Oliver, naturally, has seen some changes during his tenure with the KU Police Department. Perhaps the most notable is the effect that cell phones and social media have had on the way the department receives and distributes information. When it comes to emergencies, students no longer run to the blue phones scattered throughout campus, they grab their cell phones. When students want information on sirens, alarms or emergency vehicles on campus, they no longer call the KU Police Department for answers, they hop on Twitter or look for an emergency text sent to their phones.

“It used to be when a crime occurred, you’d get one or two phone calls,” Oliver says. “Now, when something major happens, everybody dials 911. Although, we are seeing that students will often text each other first in an emergency, before they call 911, and we sure would like them to call us first.”

Another important change Oliver has seen over the years is a shift in the public perception of campus cops.

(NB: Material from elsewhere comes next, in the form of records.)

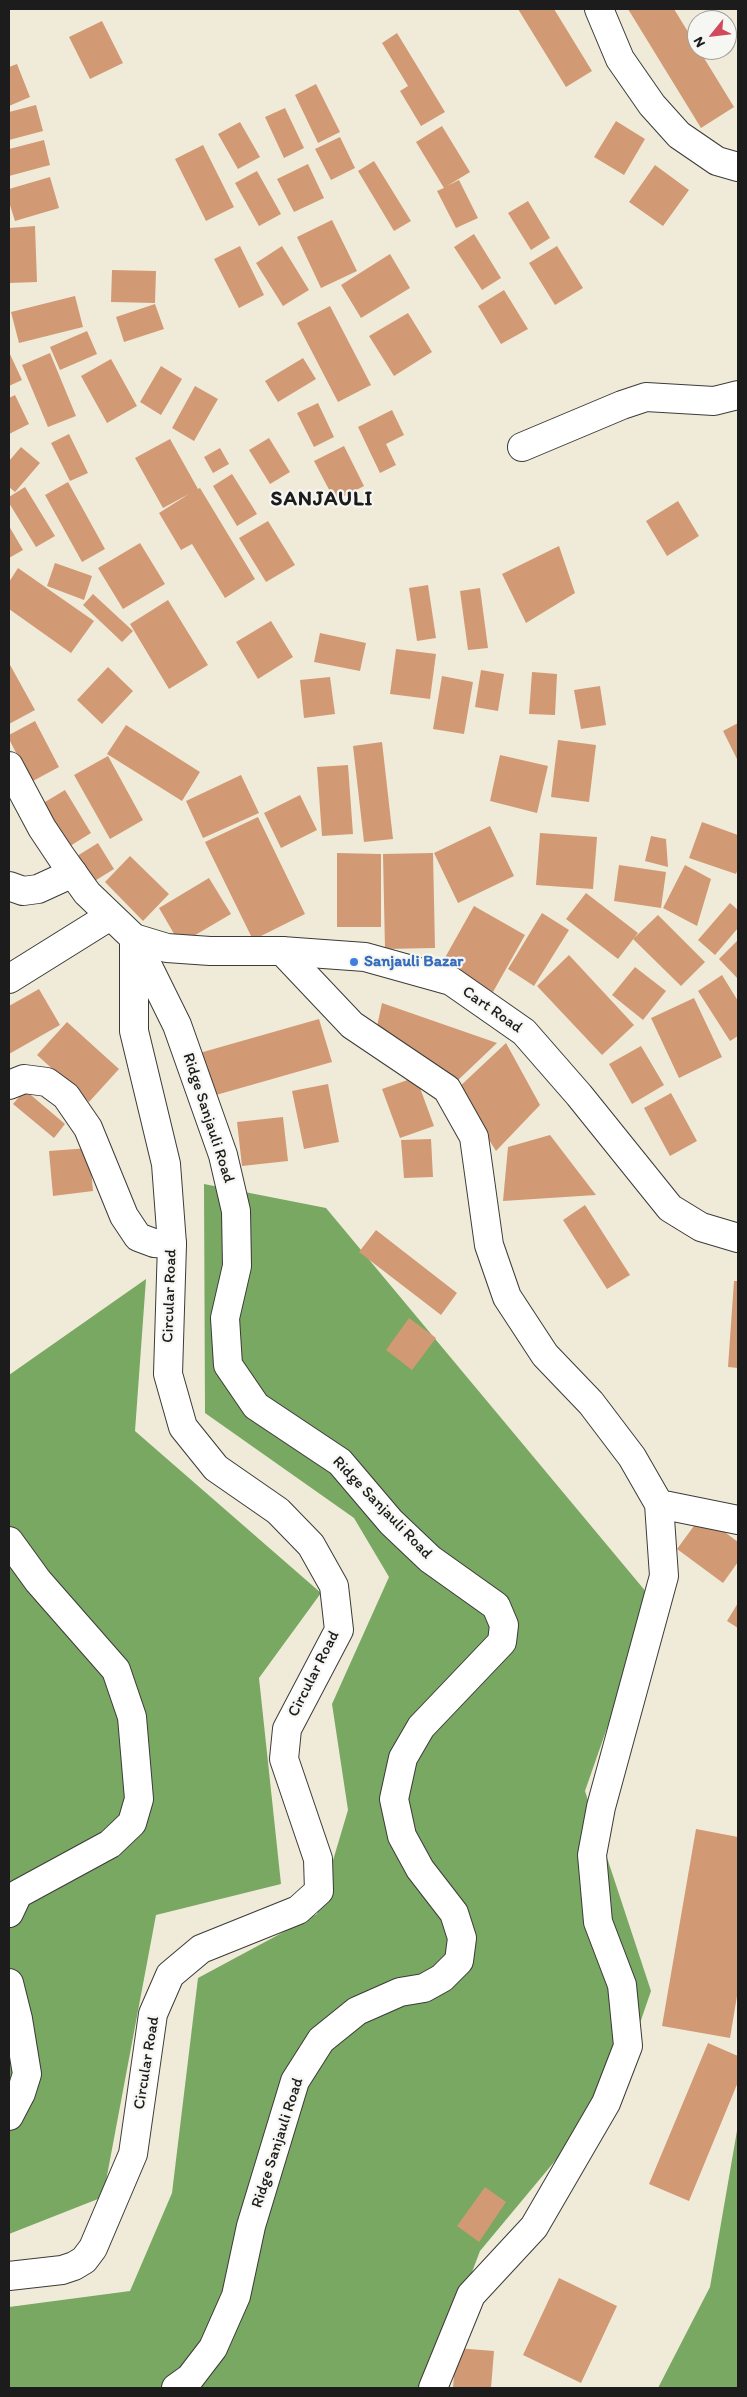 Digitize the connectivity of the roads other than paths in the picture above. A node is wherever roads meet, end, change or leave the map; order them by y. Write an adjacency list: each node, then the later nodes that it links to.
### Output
1 (599, 9): 2 (street)
2 (738, 167)
3 (738, 395): 4 (street)
4 (522, 447)
5 (9, 766): 6 (street)
6 (73, 873): 7 (street); 8 (street)
7 (9, 886)
8 (110, 916): 9 (street); 11 (street)
9 (134, 938): 10 (street, Cart Road); 14 (street, Circular Road); 22 (street, Ridge Sanjauli Road)
10 (282, 951): 13 (street, Cart Road); 15 (street)
11 (9, 979)
12 (9, 1085): 14 (street)
13 (738, 1238)
14 (172, 1244): 21 (street, Circular Road)
15 (659, 1504): 16 (street); 23 (street)
16 (738, 1520)
17 (9, 1541): 18 (street)
18 (9, 1913)
19 (9, 1984): 20 (street)
20 (9, 2116)
21 (9, 2276)
22 (176, 2388)
23 (433, 2388) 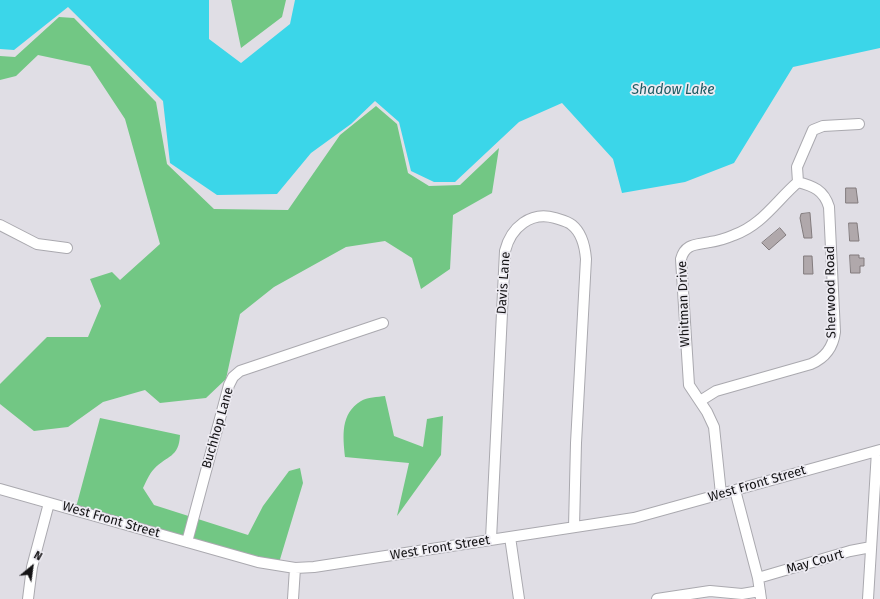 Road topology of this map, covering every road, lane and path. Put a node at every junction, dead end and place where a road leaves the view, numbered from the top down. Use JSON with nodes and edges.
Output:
{"nodes":[{"id":1,"x":859,"y":124,"type":"dead end"},
{"id":2,"x":798,"y":182,"type":"junction"},
{"id":3,"x":0,"y":225,"type":"edge"},
{"id":4,"x":67,"y":248,"type":"dead end"},
{"id":5,"x":383,"y":323,"type":"dead end"},
{"id":6,"x":700,"y":401,"type":"junction"},
{"id":7,"x":878,"y":450,"type":"edge"},
{"id":8,"x":0,"y":489,"type":"edge"},
{"id":9,"x":735,"y":490,"type":"junction"},
{"id":10,"x":721,"y":494,"type":"junction"},
{"id":11,"x":49,"y":503,"type":"junction"},
{"id":12,"x":574,"y":527,"type":"junction"},
{"id":13,"x":510,"y":537,"type":"junction"},
{"id":14,"x":491,"y":539,"type":"junction"},
{"id":15,"x":187,"y":542,"type":"junction"},
{"id":16,"x":871,"y":548,"type":"junction"},
{"id":17,"x":294,"y":568,"type":"junction"},
{"id":18,"x":758,"y":578,"type":"junction"},
{"id":19,"x":760,"y":595,"type":"edge"},
{"id":20,"x":28,"y":599,"type":"edge"},
{"id":21,"x":293,"y":599,"type":"edge"},
{"id":22,"x":519,"y":599,"type":"edge"},
{"id":23,"x":657,"y":599,"type":"edge"},
{"id":24,"x":868,"y":599,"type":"edge"}],
"edges":[{"from":1,"to":2,"type":"street"},
{"from":2,"to":6,"type":"street","name":"Whitman Drive"},
{"from":2,"to":6,"type":"street","name":"Sherwood Road"},
{"from":3,"to":4,"type":"street"},
{"from":5,"to":15,"type":"street","name":"Buchhop Lane"},
{"from":6,"to":10,"type":"street","name":"Whitman Drive"},
{"from":7,"to":9,"type":"street","name":"West Front Street"},
{"from":7,"to":16,"type":"street"},
{"from":8,"to":11,"type":"street","name":"West Front Street"},
{"from":9,"to":10,"type":"street","name":"West Front Street"},
{"from":9,"to":18,"type":"street"},
{"from":10,"to":12,"type":"street","name":"West Front Street"},
{"from":11,"to":15,"type":"street","name":"West Front Street"},
{"from":11,"to":20,"type":"street"},
{"from":12,"to":13,"type":"street","name":"West Front Street"},
{"from":12,"to":14,"type":"street","name":"Davis Lane"},
{"from":13,"to":14,"type":"street","name":"West Front Street"},
{"from":13,"to":22,"type":"street"},
{"from":14,"to":17,"type":"street","name":"West Front Street"},
{"from":15,"to":17,"type":"street","name":"West Front Street"},
{"from":16,"to":18,"type":"street","name":"May Court"},
{"from":16,"to":24,"type":"street"},
{"from":17,"to":21,"type":"street"},
{"from":18,"to":19,"type":"street"},
{"from":19,"to":23,"type":"street"}]} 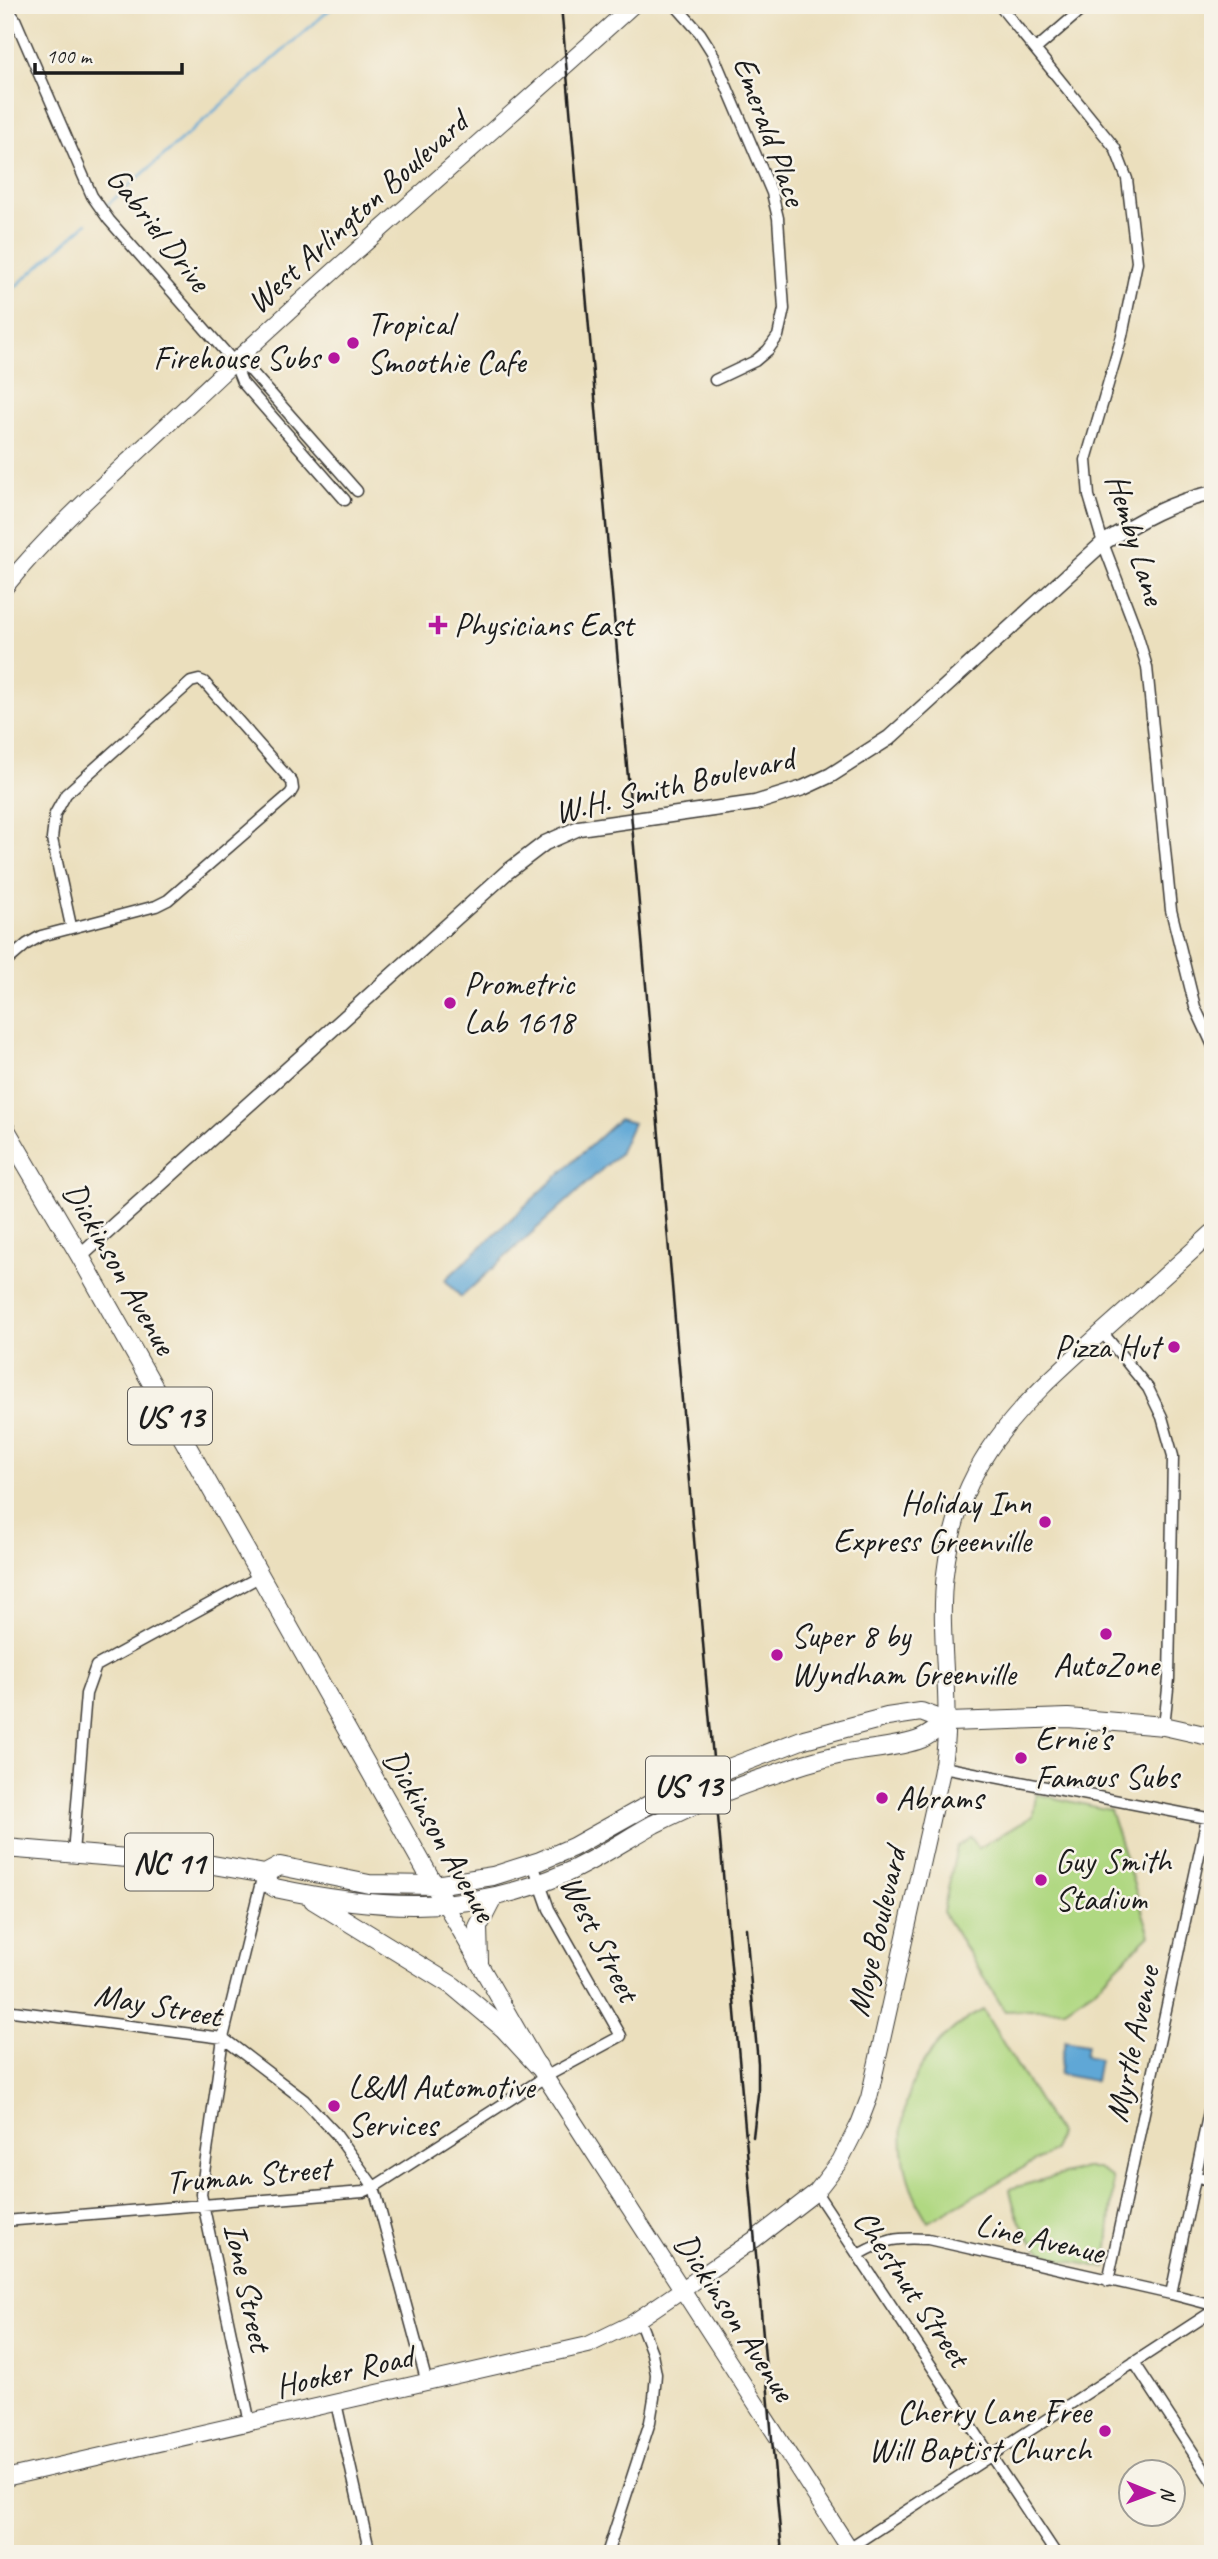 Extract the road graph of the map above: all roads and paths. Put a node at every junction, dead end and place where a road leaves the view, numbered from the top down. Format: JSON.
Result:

“Most people’s impression of campus police depends on when they were in college. If you were attending school pretty much before the ’80s, your perception was that it was just security officers. It’s changed,” Oliver says. “I think that the stigma of the old campus camp, or the mall cop, is slowly starting to wane. People are starting to see us and respect us as fully accredited law-enforcement officers, and that’s very helpful.”

While KU police officers possess the same training and authority as municipal officers, working with a population where the majority of the people are between 18 and 25 – a group Oliver says is more inspiring than challenging to work with – makes the job unique.

“The population tends to be very inquisitive and responsive,” Oliver says. “It’s a period of time when former high school students transition into young adults, and it’s a very positive thing to see them grow.”

One example of students’ responsive nature is the KU Student Senate’s proactive response to the unrest in Ferguson, Missouri, following the police shooting of Michael Brown in 2014.

“We had started researching body cameras last year, and we had deployed about eight of them three or four months before Ferguson,” Oliver says. “But after Ferguson, the student body president came to us and asked what Student Senate could do to help us perform our jobs. We told them we would like to have body cameras on all the patrol officers that are out there, so they furnished us with 14 more cameras.”

Oliver says the department has always thought body cameras were a good idea. They have had in-car cameras in patrol cars for decades, he says, and body cameras are an extension of this tool.

“Body cameras are basically a witness with a very narrow perspective,” Oliver explains. “They allow us to review not only what happened in a particular incident, they also help us to ensure that our policies and procedures are being followed and can help guide training with officers so that we know that our citizenry is being respected and that everything is done properly.”

The KU Police Department’s geographical boundaries are small and concentrated – loosely marked by 11th Street to the north, 19th Street to the south, Louisiana Street to the east and Kasold Drive to the west. The department’s responsibilities also extend to university-owned buildings outside of this space, including the University of Kansas Edwards Campus, in Overland Park.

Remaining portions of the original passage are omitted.